Les deux, présuma Morgan, résultaient d’un choix délibéré. Comme la calvitie pouvait être si facilement guérie, ce crâne d’ivoire luisant devait être rasé ou épilé. Et il ne pouvait se souvenir quand il avait vu des lunettes pour la dernière fois, sauf dans des images ou des drames historiques.
La combinaison était fascinante et déconcertante. Morgan se trouva dans l’impossibilité virtuelle de deviner l’âge du Mahanayake Thero ; ce pouvait être n’importe lequel depuis quarante ans en pleine force de l’âge jusqu’à quatre-vingts ans bien conservés. Et ces verres, tout transparents qu’ils fussent, dissimulaient pourtant les pensées et les émotions qui étaient derrière.
— Ayu bowan, Dr Morgan, dit le prélat, montrant à son visiteur le seul siège vide. Je vous présente mon secrétaire, le Vénérable Parakarma, j’espère que cela ne vous ennuiera pas s’il prend des notes.
— Bien sûr que non, dit Morgan, en inclinant la tête vers le dernier occupant de la petite pièce.
Il remarqua que le jeune moine avait les cheveux flottants et une barbe impressionnante ; le crâne rasé était probablement facultatif.
— Ainsi donc, Dr Morgan, poursuivit le Mahanayake, vous voulez notre montagne.
— J’en ai bien peur, votre… heu… révérence. Une partie, en tout cas.
— Dans le monde entier… ces quelques hectares ?

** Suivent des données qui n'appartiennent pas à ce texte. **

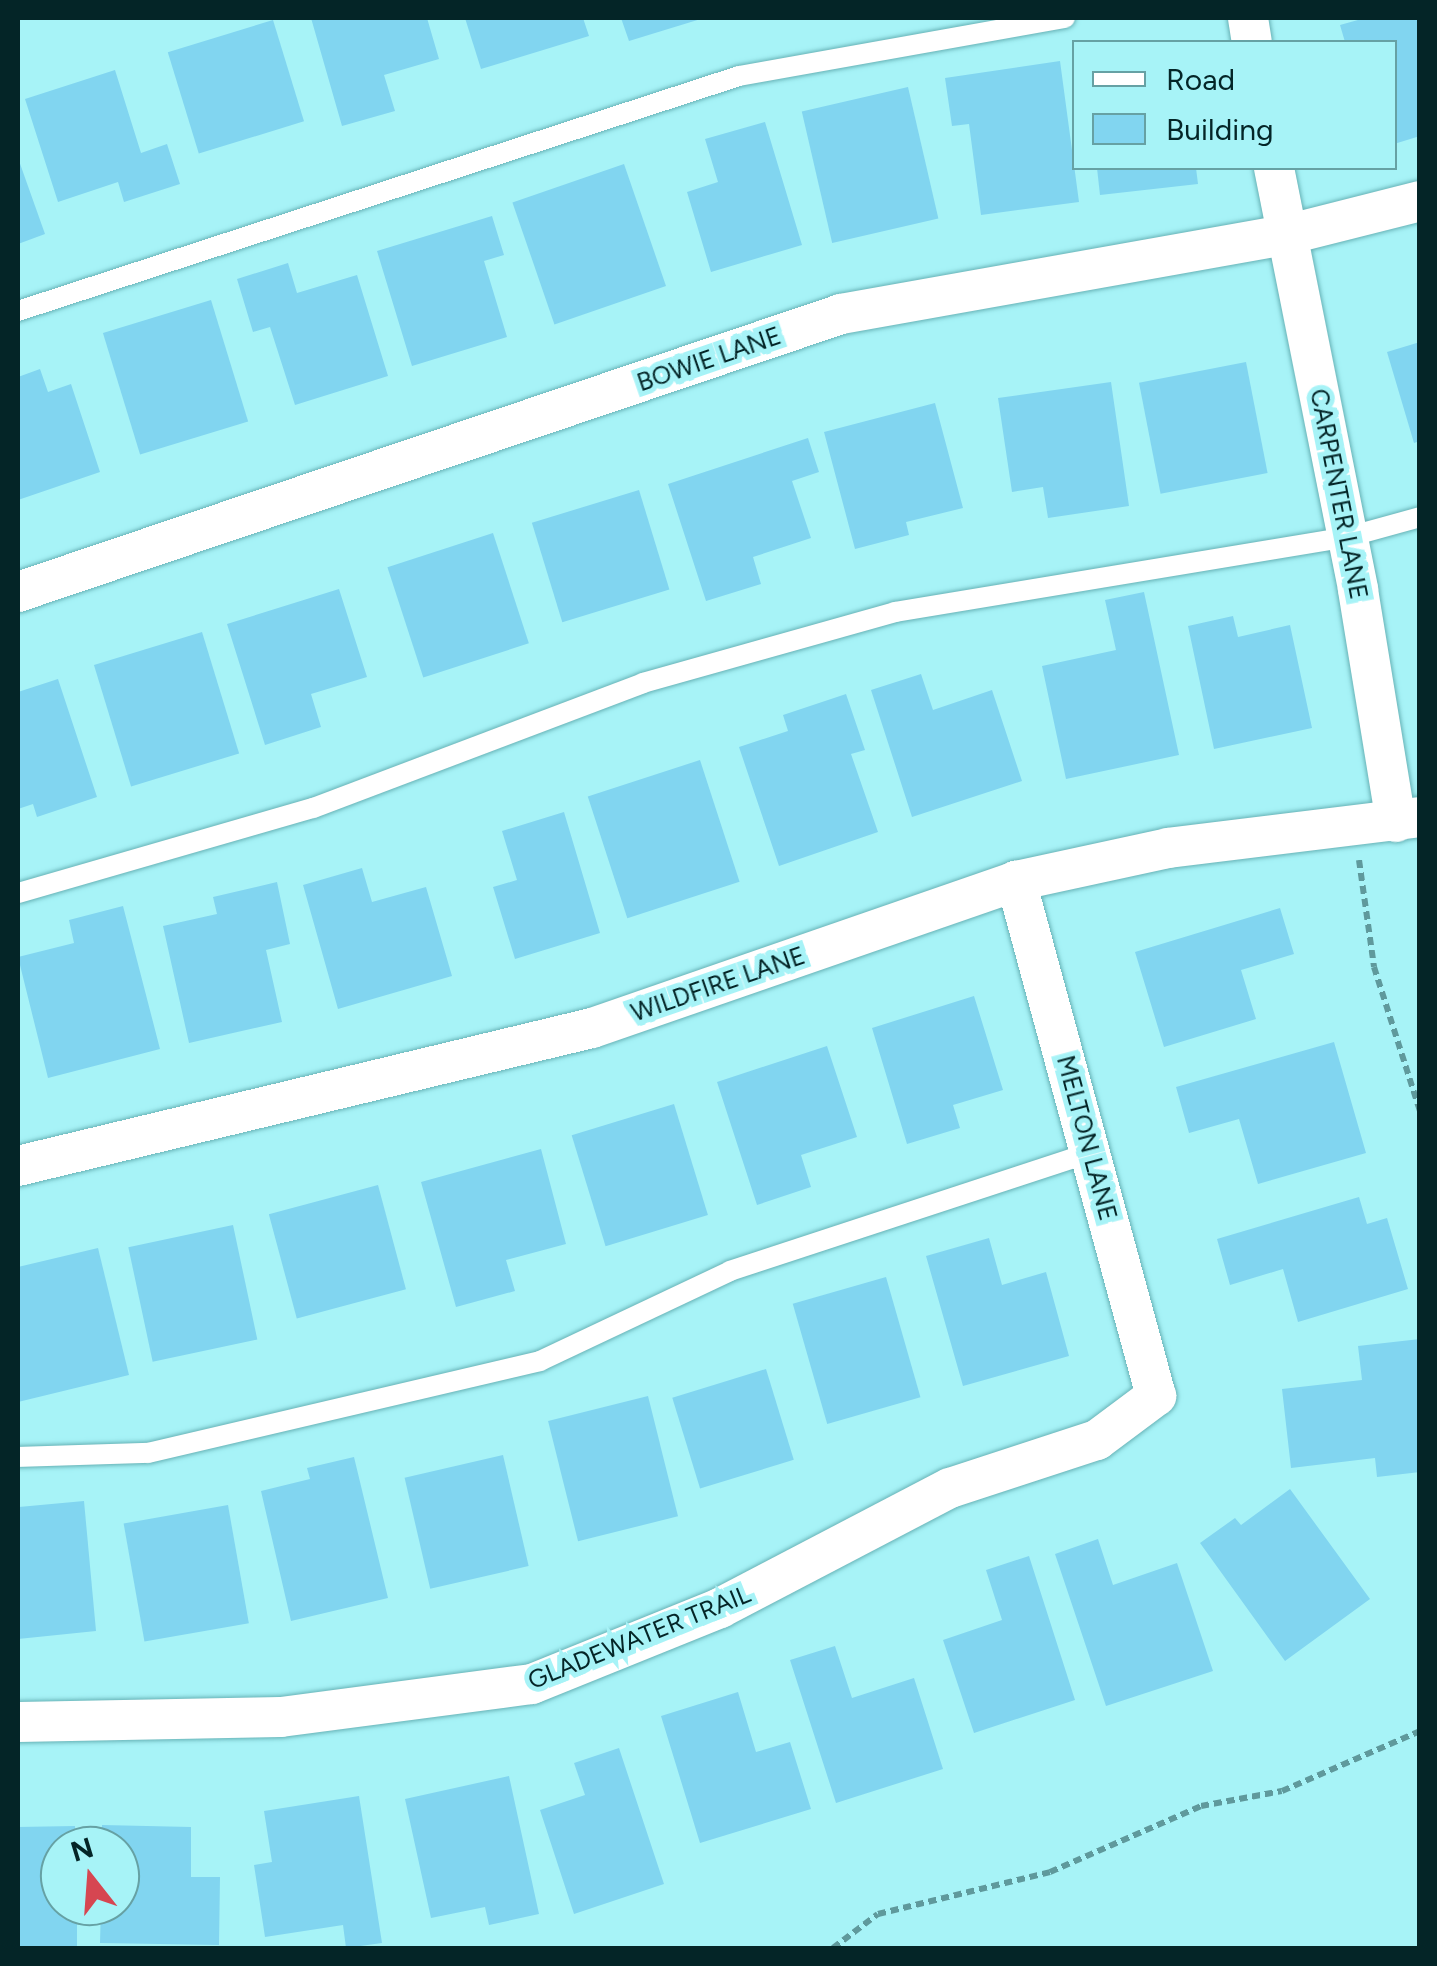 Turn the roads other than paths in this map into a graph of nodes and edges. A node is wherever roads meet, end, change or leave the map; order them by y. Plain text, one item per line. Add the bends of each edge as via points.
1 (1065, 18) edge
2 (1274, 170) edge
3 (1420, 200) edge
4 (1286, 234) junction
5 (18, 312) edge
6 (1420, 517) edge
7 (1348, 537) junction
8 (18, 592) edge
9 (1408, 819) edge
10 (1016, 881) junction
11 (18, 893) edge
12 (1091, 1152) junction
13 (18, 1166) edge
14 (1156, 1396) joint
15 (18, 1457) edge
16 (18, 1722) edge

1 - 5 lane via 739,76
2 - 4 street, CARPENTER LANE
3 - 4 street, BOWIE LANE
4 - 7 street, CARPENTER LANE
4 - 8 street, BOWIE LANE via 841,314
6 - 7 lane
7 - 9 street, CARPENTER LANE
7 - 11 lane via 896,612 643,684 313,808
9 - 10 street, WILDFIRE LANE via 1168,848
10 - 12 street, MELTON LANE
10 - 13 street, WILDFIRE LANE via 592,1028
12 - 14 street, MELTON LANE
12 - 15 lane via 730,1271 540,1361 148,1453
14 - 16 street, GLADEWATER TRAIL via 1098,1440 950,1488 720,1608 532,1684 281,1718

— Ce choix ne vient pas de nous, mais de la nature. Le terminus terrestre doit être sur l’équateur, et à la plus grande altitude possible où la faible densité de l’air limite la force des vents.

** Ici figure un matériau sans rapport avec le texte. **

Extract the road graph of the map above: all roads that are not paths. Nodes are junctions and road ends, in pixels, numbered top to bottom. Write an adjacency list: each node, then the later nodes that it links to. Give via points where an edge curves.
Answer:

— Il existe de plus hautes montagnes équatoriales en Afrique et en Amérique du Sud.
Nous y revoilà, gémit Morgan en lui-même. Une amère expérience lui avait montré qu’il était presque impossible de faire clairement comprendre le problème à des profanes aussi intelligents et aussi intéressés qu’ils fussent, et il s’attendait à encore moins de succès avec ces moines. Si seulement la Terre était un corps gentiment symétrique, sans creux ni bosses dans son champ gravitationnel…

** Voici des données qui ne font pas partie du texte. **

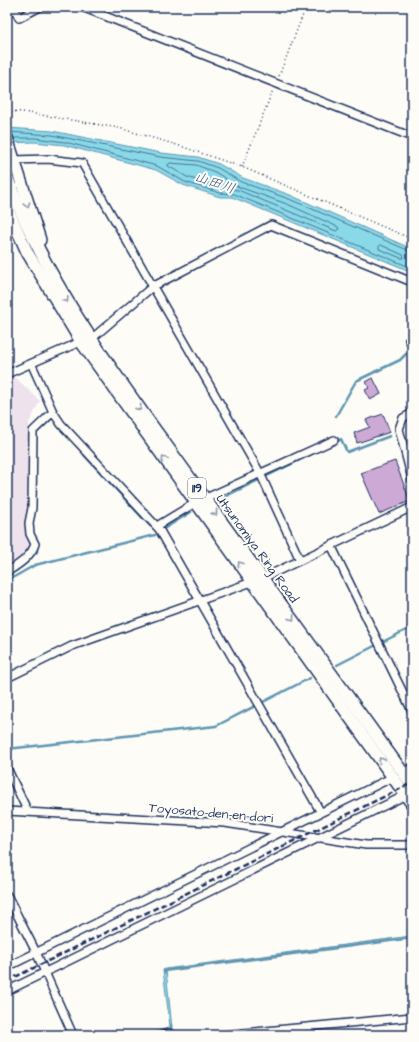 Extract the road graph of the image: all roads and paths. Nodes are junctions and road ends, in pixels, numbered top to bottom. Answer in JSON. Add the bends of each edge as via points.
{"nodes":[{"id":1,"x":14,"y":7,"type":"edge"},
{"id":2,"x":40,"y":7,"type":"edge"},
{"id":3,"x":82,"y":7,"type":"edge"},
{"id":4,"x":91,"y":8,"type":"edge"},
{"id":5,"x":7,"y":111,"type":"edge"},
{"id":6,"x":412,"y":137,"type":"edge"},
{"id":7,"x":7,"y":138,"type":"edge"},
{"id":8,"x":14,"y":164,"type":"junction"},
{"id":9,"x":7,"y":177,"type":"edge"},
{"id":10,"x":7,"y":207,"type":"edge"},
{"id":11,"x":7,"y":218,"type":"edge"},
{"id":12,"x":10,"y":232,"type":"edge"},
{"id":13,"x":412,"y":239,"type":"edge"},
{"id":14,"x":27,"y":252,"type":"junction"},
{"id":15,"x":412,"y":282,"type":"edge"},
{"id":16,"x":58,"y":287,"type":"junction"},
{"id":17,"x":152,"y":287,"type":"junction"},
{"id":18,"x":86,"y":340,"type":"junction"},
{"id":19,"x":32,"y":365,"type":"junction"},
{"id":20,"x":7,"y":374,"type":"edge"},
{"id":21,"x":53,"y":412,"type":"junction"},
{"id":22,"x":412,"y":413,"type":"edge"},
{"id":23,"x":334,"y":440,"type":"dead end"},
{"id":24,"x":260,"y":473,"type":"junction"},
{"id":25,"x":412,"y":477,"type":"edge"},
{"id":26,"x":200,"y":501,"type":"junction"},
{"id":27,"x":412,"y":506,"type":"edge"},
{"id":28,"x":157,"y":526,"type":"junction"},
{"id":29,"x":331,"y":546,"type":"junction"},
{"id":30,"x":300,"y":560,"type":"junction"},
{"id":31,"x":7,"y":572,"type":"edge"},
{"id":32,"x":258,"y":580,"type":"junction"},
{"id":33,"x":200,"y":601,"type":"junction"},
{"id":34,"x":7,"y":678,"type":"edge"},
{"id":35,"x":412,"y":711,"type":"edge"},
{"id":36,"x":7,"y":768,"type":"edge"},
{"id":37,"x":403,"y":772,"type":"edge"},
{"id":38,"x":412,"y":785,"type":"edge"},
{"id":39,"x":409,"y":799,"type":"edge"},
{"id":40,"x":7,"y":811,"type":"edge"},
{"id":41,"x":28,"y":812,"type":"junction"},
{"id":42,"x":320,"y":812,"type":"junction"},
{"id":43,"x":282,"y":830,"type":"junction"},
{"id":44,"x":320,"y":837,"type":"junction"},
{"id":45,"x":412,"y":845,"type":"edge"},
{"id":46,"x":7,"y":895,"type":"edge"},
{"id":47,"x":36,"y":952,"type":"junction"},
{"id":48,"x":7,"y":967,"type":"edge"},
{"id":49,"x":45,"y":973,"type":"junction"},
{"id":50,"x":7,"y":992,"type":"edge"},
{"id":51,"x":412,"y":1017,"type":"edge"},
{"id":52,"x":73,"y":1035,"type":"edge"},
{"id":53,"x":164,"y":1035,"type":"edge"},
{"id":54,"x":172,"y":1035,"type":"edge"},
{"id":55,"x":222,"y":1035,"type":"edge"}],
"edges":[{"from":1,"to":2,"type":"street","via":[[19,18]]},
{"from":3,"to":4,"type":"street"},
{"from":4,"to":6,"type":"street"},
{"from":5,"to":13,"type":"path","via":[[119,128],[177,145],[242,167]]},
{"from":7,"to":8,"type":"highway","number":"119"},
{"from":8,"to":16,"type":"highway","number":"119","one_way":true},
{"from":8,"to":17,"type":"street","via":[[48,159],[82,163]]},
{"from":9,"to":16,"type":"highway","name":"Utsunomiya Ring Road","number":"119","via":[[33,241]]},
{"from":10,"to":14,"type":"highway","name":"Utsunomiya Ring Road","number":"119"},
{"from":11,"to":12,"type":"highway","number":"119"},
{"from":12,"to":14,"type":"highway","number":"119"},
{"from":14,"to":18,"type":"highway","name":"Utsunomiya Ring Road","number":"119"},
{"from":15,"to":17,"type":"street","via":[[271,225]]},
{"from":16,"to":18,"type":"highway","name":"Utsunomiya Ring Road","number":"119","one_way":true},
{"from":17,"to":18,"type":"street","via":[[96,336]]},
{"from":17,"to":24,"type":"street"},
{"from":18,"to":19,"type":"street"},
{"from":18,"to":26,"type":"highway","name":"Utsunomiya Ring Road","number":"119"},
{"from":19,"to":20,"type":"street"},
{"from":19,"to":21,"type":"street"},
{"from":21,"to":28,"type":"street","via":[[61,424]]},
{"from":21,"to":31,"type":"street","via":[[33,431],[32,508],[29,523],[30,534],[35,544],[33,551]]},
{"from":22,"to":25,"type":"street","via":[[403,418],[399,429]]},
{"from":23,"to":24,"type":"street"},
{"from":24,"to":26,"type":"street"},
{"from":24,"to":30,"type":"street"},
{"from":26,"to":28,"type":"street"},
{"from":26,"to":32,"type":"highway","name":"Utsunomiya Ring Road","number":"119"},
{"from":27,"to":29,"type":"street"},
{"from":28,"to":33,"type":"street"},
{"from":29,"to":30,"type":"street"},
{"from":29,"to":35,"type":"street"},
{"from":30,"to":32,"type":"street"},
{"from":32,"to":33,"type":"street"},
{"from":32,"to":37,"type":"highway","name":"Utsunomiya Ring Road","number":"119"},
{"from":33,"to":34,"type":"street","via":[[72,646]]},
{"from":33,"to":42,"type":"street"},
{"from":36,"to":41,"type":"street"},
{"from":37,"to":38,"type":"highway","name":"Utsunomiya Ring Road","number":"119"},
{"from":37,"to":39,"type":"highway","name":"Utsunomiya Ring Road","number":"119"},
{"from":37,"to":42,"type":"street"},
{"from":39,"to":44,"type":"street"},
{"from":40,"to":41,"type":"street","name":"Toyosato-den-en-dori"},
{"from":41,"to":43,"type":"street","name":"Toyosato-den-en-dori","via":[[225,823]]},
{"from":42,"to":43,"type":"street"},
{"from":43,"to":44,"type":"street","name":"Toyosato-den-en-dori"},
{"from":43,"to":47,"type":"street"},
{"from":44,"to":45,"type":"street","name":"Toyosato-den-en-dori","via":[[366,845]]},
{"from":44,"to":49,"type":"street"},
{"from":46,"to":47,"type":"street"},
{"from":47,"to":48,"type":"street"},
{"from":47,"to":49,"type":"street"},
{"from":49,"to":50,"type":"street"},
{"from":49,"to":52,"type":"street"},
{"from":51,"to":55,"type":"street"},
{"from":53,"to":54,"type":"street"}]}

— Croyez-moi, dit-il passionnément, nous avons étudié toutes les autres solutions. Le Cotopaxi et le mont Kenya… et même le Kilimandjaro, bien qu’il soit à trois degrés au sud, seraient très bien sauf un défaut capital. Lorsqu’un satellite est installé sur l’orbite stationnaire, il ne reste pas exactement au-dessus du même endroit. À cause d’irrégularités gravitationnelles dans lesquelles je ne veux pas entrer, il dérive lentement au long de l’équateur. Donc tous nos satellites synchrones et toutes nos stations spatiales doivent brûler du combustible pour se maintenir à leur place ; heureusement, la quantité requise est très minime. Mais on ne peut donner continuellement de petits à-coups à des millions de tonnes… spécialement lorsqu’elles se présentent sous la forme de minces tubes ayant des dizaines de milliers de kilomètres de longueur… pour les ramener en place. Par chance pour nous…
— … pas pour nous , lança le Mahanayake Thero, faisant presque perdre le fil de ses idées à Morgan.
— … il y a deux points stables sur l’orbite synchrone. Un satellite placé là y reste … il ne dérive pas. Exactement comme s’il était coincé au fond d’une vallée invisible. L’un de ces points est situé au-dessus du Pacifique, il n’est donc d’aucune utilité pour nous. L’autre est tout droit au-dessus de notre tête.